The Yesh Atid leader said he rejected this style of politics, noting “we don’t want to play” since if “we have any enemy, it’s cynicism, people who see there is no reason to try to change, people who give [up], and just say the state has fallen apart.”
Lapid worried aloud that, “two-thirds of parents say they don’t care if their children leave Israel.” He responded to this statistic as a “terrible number,” saying the country needs to change.
Next, trying to stick to his attitude of doing things differently, each candidate for Knesset introduced one of the other candidates.
After each introduction, each candidate repeated that the next candidate “came to change.”
Lapid described his list as “not looking the same, from different backgrounds, disciplines and areas of the country.”
But, he said, they were all united around the same beliefs “on 80 percent of the time” and in dialogue the “other 20% of the time.”
Lapid said education problems are so severe that without change, in the next generation “no one will be able to invent things like Iron Dome.” He attacked by implication Tzipi Livni, complaining of politicians that only care about getting public money.
Livni recently gained NIS 9 million in public funding by taking seven current Kadima members of Knesset into her new party.
Unlike his implied attack on Livni, he explicitly slammed Construction and Housing Minister Ariel Attias for, as he described it, undermining housing reforms to focus on his own constituency.
Hitting on one of his regular points of the wastefulness of having so many ministers, including those without portfolio, he appeared to express pity for Kadima leader Shaul Mofaz, in that when he quit the government, he quit a “fake” ministry where he “had no job.”
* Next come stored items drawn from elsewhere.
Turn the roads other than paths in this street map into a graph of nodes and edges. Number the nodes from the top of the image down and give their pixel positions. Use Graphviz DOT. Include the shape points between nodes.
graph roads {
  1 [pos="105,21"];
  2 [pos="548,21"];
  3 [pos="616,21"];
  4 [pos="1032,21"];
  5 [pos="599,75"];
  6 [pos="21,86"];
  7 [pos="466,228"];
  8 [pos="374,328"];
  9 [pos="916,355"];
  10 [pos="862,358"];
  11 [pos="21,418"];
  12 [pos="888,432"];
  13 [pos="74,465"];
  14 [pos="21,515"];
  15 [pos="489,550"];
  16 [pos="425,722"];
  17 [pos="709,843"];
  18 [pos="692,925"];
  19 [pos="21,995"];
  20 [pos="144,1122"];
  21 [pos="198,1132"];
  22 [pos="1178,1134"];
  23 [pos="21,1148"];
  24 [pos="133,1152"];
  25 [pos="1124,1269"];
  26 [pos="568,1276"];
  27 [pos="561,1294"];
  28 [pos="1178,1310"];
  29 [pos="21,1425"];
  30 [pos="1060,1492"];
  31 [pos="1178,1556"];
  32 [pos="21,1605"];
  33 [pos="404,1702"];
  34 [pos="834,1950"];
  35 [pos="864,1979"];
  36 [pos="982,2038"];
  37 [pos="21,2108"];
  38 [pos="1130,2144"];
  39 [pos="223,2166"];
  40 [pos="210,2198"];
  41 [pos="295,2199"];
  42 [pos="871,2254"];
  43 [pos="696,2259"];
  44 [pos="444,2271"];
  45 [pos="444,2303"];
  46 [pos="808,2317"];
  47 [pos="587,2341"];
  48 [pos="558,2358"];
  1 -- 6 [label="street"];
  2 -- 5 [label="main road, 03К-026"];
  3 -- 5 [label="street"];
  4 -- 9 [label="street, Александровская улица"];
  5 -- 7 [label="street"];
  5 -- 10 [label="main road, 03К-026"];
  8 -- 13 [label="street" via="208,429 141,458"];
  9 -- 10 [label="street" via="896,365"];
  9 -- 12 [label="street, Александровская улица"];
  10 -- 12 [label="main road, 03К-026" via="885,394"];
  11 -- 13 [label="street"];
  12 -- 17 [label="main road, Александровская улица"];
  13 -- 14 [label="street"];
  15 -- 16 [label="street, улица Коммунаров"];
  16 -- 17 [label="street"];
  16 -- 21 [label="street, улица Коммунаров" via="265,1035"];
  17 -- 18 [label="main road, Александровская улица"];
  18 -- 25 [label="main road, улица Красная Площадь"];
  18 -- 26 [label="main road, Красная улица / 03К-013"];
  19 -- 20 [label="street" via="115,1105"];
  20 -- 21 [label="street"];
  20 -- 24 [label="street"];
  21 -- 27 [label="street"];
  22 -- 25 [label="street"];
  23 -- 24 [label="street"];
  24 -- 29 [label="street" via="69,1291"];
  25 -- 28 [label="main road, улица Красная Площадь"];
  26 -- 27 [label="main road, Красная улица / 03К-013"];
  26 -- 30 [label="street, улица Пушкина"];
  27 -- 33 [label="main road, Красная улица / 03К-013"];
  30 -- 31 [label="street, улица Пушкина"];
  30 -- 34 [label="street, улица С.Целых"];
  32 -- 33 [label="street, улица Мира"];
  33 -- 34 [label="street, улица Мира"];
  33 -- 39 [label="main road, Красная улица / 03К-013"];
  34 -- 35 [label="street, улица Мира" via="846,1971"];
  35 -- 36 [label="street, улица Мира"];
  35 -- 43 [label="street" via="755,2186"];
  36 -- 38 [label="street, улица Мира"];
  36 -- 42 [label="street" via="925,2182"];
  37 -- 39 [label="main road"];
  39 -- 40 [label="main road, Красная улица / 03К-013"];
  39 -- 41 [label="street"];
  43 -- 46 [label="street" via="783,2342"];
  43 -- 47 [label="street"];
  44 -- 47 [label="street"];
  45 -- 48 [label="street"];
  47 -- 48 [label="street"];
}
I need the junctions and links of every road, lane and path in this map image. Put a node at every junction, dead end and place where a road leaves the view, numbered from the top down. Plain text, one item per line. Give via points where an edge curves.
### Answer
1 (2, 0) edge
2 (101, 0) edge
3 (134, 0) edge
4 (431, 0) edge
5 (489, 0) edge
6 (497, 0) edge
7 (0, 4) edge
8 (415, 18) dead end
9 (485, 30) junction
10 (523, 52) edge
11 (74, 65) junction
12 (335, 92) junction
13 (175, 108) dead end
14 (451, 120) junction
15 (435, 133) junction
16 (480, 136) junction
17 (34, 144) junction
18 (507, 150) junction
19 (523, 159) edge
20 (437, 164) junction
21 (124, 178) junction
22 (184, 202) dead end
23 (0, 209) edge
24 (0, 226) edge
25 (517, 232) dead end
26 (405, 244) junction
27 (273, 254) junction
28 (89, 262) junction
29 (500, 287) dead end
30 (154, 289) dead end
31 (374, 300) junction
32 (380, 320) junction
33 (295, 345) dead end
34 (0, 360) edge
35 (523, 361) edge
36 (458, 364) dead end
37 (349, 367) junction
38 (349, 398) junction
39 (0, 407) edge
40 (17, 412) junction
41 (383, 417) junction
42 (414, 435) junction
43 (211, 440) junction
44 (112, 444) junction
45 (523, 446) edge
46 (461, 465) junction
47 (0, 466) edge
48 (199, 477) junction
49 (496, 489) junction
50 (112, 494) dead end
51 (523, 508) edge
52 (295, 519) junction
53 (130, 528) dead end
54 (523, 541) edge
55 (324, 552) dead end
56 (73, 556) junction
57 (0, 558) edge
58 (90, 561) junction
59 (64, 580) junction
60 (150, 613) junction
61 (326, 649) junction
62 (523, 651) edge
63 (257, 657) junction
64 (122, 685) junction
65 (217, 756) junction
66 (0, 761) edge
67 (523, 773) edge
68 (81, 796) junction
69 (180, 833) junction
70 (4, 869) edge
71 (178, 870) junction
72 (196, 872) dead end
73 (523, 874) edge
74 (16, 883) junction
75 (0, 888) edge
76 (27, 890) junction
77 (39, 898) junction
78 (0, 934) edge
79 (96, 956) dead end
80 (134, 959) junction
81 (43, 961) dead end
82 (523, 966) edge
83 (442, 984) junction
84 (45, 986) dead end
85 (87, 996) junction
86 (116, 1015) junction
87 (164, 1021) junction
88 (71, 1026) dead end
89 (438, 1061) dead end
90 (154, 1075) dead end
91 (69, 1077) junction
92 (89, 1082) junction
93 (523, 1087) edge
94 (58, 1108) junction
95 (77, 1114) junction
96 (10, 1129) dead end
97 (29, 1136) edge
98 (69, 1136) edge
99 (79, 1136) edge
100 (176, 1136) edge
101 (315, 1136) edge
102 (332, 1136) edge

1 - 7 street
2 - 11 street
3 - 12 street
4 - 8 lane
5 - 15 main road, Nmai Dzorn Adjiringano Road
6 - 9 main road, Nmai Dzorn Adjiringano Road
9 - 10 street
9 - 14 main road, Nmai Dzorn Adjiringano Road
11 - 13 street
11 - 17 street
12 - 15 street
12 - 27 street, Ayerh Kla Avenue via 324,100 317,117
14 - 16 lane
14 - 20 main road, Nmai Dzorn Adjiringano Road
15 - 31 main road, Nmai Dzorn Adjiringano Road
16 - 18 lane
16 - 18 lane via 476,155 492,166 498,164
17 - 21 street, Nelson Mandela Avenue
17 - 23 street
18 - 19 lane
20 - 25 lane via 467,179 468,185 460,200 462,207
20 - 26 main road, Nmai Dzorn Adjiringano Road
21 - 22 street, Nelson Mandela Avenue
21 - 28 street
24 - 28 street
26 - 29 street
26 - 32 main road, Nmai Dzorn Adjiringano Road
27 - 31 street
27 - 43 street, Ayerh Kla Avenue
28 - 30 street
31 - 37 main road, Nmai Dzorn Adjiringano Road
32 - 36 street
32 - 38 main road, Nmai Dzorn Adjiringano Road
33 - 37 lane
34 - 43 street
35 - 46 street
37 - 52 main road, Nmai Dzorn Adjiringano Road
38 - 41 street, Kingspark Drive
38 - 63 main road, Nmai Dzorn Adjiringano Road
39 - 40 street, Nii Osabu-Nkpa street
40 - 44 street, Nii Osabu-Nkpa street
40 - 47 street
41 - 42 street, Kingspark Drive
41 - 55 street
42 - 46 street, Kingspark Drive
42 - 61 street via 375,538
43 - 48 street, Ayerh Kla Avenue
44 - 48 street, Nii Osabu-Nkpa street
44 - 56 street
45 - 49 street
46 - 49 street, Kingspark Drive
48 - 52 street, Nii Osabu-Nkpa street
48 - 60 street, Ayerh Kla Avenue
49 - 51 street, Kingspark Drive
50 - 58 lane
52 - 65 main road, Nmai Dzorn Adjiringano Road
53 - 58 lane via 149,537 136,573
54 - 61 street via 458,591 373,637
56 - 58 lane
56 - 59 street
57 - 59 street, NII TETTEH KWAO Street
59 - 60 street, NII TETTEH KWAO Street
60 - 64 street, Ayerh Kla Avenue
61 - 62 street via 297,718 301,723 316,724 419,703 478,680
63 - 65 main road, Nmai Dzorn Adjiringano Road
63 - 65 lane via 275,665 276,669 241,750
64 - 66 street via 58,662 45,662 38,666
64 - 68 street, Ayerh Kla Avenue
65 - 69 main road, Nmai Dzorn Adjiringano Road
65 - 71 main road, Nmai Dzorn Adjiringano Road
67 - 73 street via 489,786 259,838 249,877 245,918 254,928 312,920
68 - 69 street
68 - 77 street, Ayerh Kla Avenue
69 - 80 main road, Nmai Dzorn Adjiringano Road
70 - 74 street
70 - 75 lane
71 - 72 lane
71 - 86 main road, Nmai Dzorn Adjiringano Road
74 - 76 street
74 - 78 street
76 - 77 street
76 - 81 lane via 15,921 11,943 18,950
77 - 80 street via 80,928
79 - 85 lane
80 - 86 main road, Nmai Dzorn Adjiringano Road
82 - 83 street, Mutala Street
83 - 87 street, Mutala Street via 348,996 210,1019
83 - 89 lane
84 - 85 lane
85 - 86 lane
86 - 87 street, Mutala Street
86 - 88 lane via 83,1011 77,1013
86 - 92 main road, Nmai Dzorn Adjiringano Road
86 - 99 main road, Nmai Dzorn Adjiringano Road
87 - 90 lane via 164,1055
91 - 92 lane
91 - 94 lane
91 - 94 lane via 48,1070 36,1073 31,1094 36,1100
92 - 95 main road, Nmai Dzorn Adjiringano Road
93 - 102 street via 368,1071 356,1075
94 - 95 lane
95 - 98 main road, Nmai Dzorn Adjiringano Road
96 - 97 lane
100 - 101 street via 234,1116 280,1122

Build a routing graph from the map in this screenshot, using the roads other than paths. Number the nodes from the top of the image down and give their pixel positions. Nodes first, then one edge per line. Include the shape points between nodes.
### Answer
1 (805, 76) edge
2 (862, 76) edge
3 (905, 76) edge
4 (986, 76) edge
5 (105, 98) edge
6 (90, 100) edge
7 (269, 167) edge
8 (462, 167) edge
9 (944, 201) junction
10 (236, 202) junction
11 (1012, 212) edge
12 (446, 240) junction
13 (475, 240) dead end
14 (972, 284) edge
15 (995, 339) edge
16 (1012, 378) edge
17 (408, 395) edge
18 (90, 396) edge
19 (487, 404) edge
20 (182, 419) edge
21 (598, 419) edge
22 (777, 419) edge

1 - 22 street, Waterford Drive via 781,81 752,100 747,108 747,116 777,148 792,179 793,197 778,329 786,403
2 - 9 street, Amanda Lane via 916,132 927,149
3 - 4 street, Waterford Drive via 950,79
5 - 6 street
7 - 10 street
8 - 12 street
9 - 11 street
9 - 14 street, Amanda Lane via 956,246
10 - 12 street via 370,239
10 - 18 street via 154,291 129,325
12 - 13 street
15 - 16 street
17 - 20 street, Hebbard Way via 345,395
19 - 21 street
Lapid returned to his message of criticizing haredim for not serving in the army, or at least different paths of national service.
One path he mentioned was assisting Holocaust survivors.
He said, “Ask the two rabbis in Yesh Atid if any rabbi could look you in the eye and say that assisting Holocaust survivors is a waste of Torah study time.”
Lapid next declared that Israel needs to stop “pretending that there is no dispute with the Palestinians,” and that the dispute requires action to resolve the situation.
Significant speculation has surrounded Yesh Atid’s list since early elections were announced, with many of the candidates being announced gradually.
But with the Likud and Labor party lists set as of this past week, and the deadline for setting Knesset lists only days away, Yesh Atid’s list is finally set in stone.
Media reports on the list from around a month ago proved mostly accurate with a few small changes.